A group known as ‘Teddy Boys’ or ‘Edwardians’ became
prevalent in the early 1950s in the South and West areas of London. They were a
‘dandified’ street gang – they dressed extravagantly and posed defiantly, making
them popular subjects for the growing media and television industry of 1950s
Britain. They became a media folk devil; the media vilified them and spread their
image so that soon, the Teddy Boy was a nationwide teenage style and the first
post war subculture, going beyond the original metropolitan gangs.

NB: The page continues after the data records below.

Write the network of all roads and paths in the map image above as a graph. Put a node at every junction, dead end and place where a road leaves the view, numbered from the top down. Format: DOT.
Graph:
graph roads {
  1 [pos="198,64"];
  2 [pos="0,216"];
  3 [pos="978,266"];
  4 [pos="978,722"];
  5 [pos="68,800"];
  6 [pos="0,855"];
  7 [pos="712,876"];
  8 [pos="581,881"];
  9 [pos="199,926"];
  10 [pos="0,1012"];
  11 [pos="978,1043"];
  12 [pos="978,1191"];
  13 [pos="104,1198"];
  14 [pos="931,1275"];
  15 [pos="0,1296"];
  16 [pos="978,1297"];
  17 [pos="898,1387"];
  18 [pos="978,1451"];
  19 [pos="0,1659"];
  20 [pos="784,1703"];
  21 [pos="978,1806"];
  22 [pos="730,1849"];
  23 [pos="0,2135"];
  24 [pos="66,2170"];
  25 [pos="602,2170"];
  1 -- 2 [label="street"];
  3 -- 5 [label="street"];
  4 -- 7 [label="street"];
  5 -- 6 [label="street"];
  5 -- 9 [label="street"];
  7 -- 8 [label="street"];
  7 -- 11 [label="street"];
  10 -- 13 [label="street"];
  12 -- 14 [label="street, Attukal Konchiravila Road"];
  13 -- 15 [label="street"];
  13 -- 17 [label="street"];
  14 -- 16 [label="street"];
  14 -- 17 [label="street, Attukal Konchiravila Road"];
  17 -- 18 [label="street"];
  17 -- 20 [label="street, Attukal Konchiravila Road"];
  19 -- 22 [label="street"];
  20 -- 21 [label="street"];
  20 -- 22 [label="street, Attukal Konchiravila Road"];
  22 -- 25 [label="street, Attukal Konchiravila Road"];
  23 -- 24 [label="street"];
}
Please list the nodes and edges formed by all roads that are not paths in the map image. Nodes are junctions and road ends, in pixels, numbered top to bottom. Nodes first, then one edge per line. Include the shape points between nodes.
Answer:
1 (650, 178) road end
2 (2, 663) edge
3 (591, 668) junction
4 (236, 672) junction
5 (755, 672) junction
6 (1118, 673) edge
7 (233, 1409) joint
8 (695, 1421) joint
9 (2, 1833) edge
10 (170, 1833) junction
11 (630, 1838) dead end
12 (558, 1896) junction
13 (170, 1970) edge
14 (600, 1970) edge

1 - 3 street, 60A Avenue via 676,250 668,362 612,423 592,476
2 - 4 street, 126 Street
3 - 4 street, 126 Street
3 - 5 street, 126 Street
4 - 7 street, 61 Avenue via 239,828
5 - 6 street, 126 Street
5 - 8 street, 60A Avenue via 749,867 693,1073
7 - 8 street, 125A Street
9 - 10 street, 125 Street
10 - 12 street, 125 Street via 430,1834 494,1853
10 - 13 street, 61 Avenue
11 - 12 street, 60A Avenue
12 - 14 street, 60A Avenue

Despite being inner-city working class youth, they wore
expensive Edwardian ‘Ted’ suits designed for wealthy city gentlemen in the
early 1950s, or the ‘drape’ jackets favoured by the growing number of rock and
roll stars in the USA. One magazine
carried the following headline: Teenage
Terrorists – Absurd but Deadly, in 1954.
The Teddy Boy image sent a powerful message; the wearing of
upper class clothes by working class youths was an incredibly defiant act. This
exaggerated way of dressing made them an easy target for the media; they were
constantly teased and discredited for wearing such nice clothes. Ridiculed
often, a caricature of a Teddy Boy as a ‘monkey in a drape’ was printed in the
Brighton Evening Argus in 1954. This clearly portrays how the general public perceived
them at this time.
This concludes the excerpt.